### ASSIGNMENT:
Scan the records beneath this line for the line holding "italic ? SkFontStyle::kItalic_Slant" and the line holding "auto write = [&](const", then transcribe exactly those two and all lines between.

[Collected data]

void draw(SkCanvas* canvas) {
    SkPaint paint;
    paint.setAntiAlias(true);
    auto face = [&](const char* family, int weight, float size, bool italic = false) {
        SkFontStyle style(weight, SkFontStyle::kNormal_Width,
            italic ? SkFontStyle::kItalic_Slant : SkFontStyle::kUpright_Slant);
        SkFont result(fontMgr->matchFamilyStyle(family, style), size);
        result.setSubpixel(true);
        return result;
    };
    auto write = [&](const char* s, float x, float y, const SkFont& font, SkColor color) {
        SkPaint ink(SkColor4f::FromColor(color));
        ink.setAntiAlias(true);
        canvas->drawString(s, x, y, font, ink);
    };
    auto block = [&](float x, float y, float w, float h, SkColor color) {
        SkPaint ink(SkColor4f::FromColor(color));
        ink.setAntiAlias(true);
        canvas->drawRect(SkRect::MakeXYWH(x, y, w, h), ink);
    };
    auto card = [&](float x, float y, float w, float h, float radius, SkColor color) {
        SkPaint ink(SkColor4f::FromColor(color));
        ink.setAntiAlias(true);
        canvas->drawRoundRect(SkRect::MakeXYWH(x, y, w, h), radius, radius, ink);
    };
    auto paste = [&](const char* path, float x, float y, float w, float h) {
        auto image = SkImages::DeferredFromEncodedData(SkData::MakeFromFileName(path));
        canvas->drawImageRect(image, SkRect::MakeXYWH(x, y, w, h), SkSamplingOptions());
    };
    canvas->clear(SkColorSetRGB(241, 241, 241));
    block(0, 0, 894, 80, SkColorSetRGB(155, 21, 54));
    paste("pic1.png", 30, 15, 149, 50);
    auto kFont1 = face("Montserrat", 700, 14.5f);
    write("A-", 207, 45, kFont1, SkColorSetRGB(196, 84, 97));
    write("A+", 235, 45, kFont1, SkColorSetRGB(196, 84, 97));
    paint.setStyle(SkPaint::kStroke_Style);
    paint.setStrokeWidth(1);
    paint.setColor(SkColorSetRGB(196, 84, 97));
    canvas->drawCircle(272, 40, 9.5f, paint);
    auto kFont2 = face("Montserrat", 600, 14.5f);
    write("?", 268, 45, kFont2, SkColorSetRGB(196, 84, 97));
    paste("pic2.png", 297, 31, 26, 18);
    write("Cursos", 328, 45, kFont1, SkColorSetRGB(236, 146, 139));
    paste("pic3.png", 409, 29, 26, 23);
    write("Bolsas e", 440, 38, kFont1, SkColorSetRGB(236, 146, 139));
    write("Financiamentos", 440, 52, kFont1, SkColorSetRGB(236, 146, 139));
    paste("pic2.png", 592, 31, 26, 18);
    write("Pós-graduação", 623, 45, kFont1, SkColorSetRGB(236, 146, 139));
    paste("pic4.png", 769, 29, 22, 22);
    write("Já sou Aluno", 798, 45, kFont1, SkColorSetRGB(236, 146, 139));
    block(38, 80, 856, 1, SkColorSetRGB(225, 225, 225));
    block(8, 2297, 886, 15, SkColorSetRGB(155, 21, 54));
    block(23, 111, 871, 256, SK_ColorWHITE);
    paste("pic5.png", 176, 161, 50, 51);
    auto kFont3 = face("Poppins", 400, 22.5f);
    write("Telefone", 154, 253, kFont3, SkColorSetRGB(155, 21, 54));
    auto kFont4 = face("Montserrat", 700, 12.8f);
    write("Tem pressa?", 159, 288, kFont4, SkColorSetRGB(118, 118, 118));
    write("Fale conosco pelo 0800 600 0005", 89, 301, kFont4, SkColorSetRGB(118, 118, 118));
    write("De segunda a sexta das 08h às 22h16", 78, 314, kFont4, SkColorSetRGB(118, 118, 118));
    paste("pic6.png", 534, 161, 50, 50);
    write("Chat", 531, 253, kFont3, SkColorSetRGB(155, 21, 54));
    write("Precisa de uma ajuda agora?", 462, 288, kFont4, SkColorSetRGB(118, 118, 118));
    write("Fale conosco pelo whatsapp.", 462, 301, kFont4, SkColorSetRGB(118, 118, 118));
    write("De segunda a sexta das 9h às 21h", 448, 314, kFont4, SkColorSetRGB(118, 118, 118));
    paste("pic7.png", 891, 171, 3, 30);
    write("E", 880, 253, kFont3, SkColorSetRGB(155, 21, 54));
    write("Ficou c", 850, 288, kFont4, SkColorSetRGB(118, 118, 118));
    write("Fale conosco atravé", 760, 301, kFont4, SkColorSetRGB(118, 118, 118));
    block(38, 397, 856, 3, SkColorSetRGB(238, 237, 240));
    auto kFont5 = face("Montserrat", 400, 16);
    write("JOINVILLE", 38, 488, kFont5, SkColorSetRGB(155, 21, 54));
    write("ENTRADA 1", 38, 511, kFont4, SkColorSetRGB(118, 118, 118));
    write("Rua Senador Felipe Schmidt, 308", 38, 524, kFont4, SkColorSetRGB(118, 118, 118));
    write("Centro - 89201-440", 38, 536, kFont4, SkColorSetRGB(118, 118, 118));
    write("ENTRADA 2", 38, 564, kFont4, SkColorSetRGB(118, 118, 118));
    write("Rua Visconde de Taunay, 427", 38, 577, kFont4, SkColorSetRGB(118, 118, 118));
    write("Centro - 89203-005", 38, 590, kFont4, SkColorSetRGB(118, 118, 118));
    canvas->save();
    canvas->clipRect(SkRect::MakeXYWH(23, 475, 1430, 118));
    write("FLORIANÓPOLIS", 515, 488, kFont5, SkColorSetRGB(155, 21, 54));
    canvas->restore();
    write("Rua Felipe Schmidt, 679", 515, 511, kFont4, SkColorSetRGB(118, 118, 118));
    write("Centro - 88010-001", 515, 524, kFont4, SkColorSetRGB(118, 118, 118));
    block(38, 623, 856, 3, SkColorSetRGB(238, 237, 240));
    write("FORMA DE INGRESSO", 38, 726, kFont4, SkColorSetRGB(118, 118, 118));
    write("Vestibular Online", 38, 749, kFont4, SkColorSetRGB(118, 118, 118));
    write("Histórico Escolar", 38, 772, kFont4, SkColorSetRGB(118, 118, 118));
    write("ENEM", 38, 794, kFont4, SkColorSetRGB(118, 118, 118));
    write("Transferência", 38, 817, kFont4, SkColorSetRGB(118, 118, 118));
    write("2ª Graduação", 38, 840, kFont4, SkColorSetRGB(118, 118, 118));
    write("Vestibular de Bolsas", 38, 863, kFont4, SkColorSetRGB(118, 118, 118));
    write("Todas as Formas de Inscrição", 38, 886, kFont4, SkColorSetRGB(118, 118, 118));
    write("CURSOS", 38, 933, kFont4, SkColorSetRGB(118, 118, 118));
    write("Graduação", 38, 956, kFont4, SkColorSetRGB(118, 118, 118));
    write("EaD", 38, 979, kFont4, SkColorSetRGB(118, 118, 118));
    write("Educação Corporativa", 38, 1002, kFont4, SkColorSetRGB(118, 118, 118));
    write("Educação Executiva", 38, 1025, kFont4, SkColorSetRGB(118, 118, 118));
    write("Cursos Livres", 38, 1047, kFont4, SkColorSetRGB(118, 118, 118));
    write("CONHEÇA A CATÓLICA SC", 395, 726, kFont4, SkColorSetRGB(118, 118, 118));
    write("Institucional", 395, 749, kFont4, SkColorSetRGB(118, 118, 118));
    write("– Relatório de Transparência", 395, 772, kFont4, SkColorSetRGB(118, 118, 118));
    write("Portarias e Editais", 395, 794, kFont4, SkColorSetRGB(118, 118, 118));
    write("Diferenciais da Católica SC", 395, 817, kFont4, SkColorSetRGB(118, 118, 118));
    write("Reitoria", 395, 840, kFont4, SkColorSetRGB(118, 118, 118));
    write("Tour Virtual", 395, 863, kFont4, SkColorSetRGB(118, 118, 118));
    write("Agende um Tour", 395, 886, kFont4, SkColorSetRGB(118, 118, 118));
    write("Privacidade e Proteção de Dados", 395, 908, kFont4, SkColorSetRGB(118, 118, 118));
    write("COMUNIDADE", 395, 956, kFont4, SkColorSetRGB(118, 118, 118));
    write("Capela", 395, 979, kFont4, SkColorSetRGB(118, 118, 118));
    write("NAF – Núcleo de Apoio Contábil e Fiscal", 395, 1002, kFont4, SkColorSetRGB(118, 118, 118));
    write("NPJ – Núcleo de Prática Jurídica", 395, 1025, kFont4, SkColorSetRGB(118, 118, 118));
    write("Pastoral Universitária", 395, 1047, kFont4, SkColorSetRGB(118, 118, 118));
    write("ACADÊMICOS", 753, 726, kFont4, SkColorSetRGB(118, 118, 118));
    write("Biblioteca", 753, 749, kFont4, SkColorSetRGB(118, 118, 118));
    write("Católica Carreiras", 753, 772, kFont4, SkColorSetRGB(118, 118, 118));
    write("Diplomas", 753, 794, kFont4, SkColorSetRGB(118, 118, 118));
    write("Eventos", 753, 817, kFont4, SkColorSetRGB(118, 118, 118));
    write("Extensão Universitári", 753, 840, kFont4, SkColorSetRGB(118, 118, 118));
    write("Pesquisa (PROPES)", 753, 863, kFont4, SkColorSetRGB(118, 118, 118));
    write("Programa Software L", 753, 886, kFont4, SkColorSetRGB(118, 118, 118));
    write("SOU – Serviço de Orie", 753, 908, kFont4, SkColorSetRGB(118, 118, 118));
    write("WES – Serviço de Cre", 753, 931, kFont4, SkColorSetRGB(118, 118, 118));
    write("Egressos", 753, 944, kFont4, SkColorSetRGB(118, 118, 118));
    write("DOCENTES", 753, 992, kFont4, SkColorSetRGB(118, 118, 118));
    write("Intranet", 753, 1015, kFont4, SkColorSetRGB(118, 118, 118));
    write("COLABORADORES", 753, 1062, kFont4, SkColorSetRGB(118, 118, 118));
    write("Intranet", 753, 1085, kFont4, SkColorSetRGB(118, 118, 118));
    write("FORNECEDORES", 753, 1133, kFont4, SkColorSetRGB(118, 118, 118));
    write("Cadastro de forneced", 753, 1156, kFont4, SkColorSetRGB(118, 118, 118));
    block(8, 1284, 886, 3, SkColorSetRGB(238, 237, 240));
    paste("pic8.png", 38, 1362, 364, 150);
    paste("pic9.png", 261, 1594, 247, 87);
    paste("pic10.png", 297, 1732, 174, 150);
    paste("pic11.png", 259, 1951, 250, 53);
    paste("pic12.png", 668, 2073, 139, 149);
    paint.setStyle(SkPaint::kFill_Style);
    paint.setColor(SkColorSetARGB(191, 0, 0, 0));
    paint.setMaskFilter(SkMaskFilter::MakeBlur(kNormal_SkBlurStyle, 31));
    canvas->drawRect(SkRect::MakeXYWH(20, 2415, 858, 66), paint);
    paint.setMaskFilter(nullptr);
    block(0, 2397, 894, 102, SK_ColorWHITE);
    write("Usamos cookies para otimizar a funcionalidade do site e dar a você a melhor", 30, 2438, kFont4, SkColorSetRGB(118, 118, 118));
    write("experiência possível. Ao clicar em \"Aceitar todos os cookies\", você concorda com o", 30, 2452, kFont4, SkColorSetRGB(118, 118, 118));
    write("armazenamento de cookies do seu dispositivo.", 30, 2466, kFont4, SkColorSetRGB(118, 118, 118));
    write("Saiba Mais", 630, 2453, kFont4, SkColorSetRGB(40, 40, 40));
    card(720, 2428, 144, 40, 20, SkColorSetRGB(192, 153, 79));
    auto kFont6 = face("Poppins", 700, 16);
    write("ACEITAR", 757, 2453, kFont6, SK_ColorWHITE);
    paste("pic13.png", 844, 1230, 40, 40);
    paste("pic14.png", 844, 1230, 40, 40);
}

### SOLUTION TO THIS PROBLEM:
            italic ? SkFontStyle::kItalic_Slant : SkFontStyle::kUpright_Slant);
        SkFont result(fontMgr->matchFamilyStyle(family, style), size);
        result.setSubpixel(true);
        return result;
    };
    auto write = [&](const char* s, float x, float y, const SkFont& font, SkColor color) {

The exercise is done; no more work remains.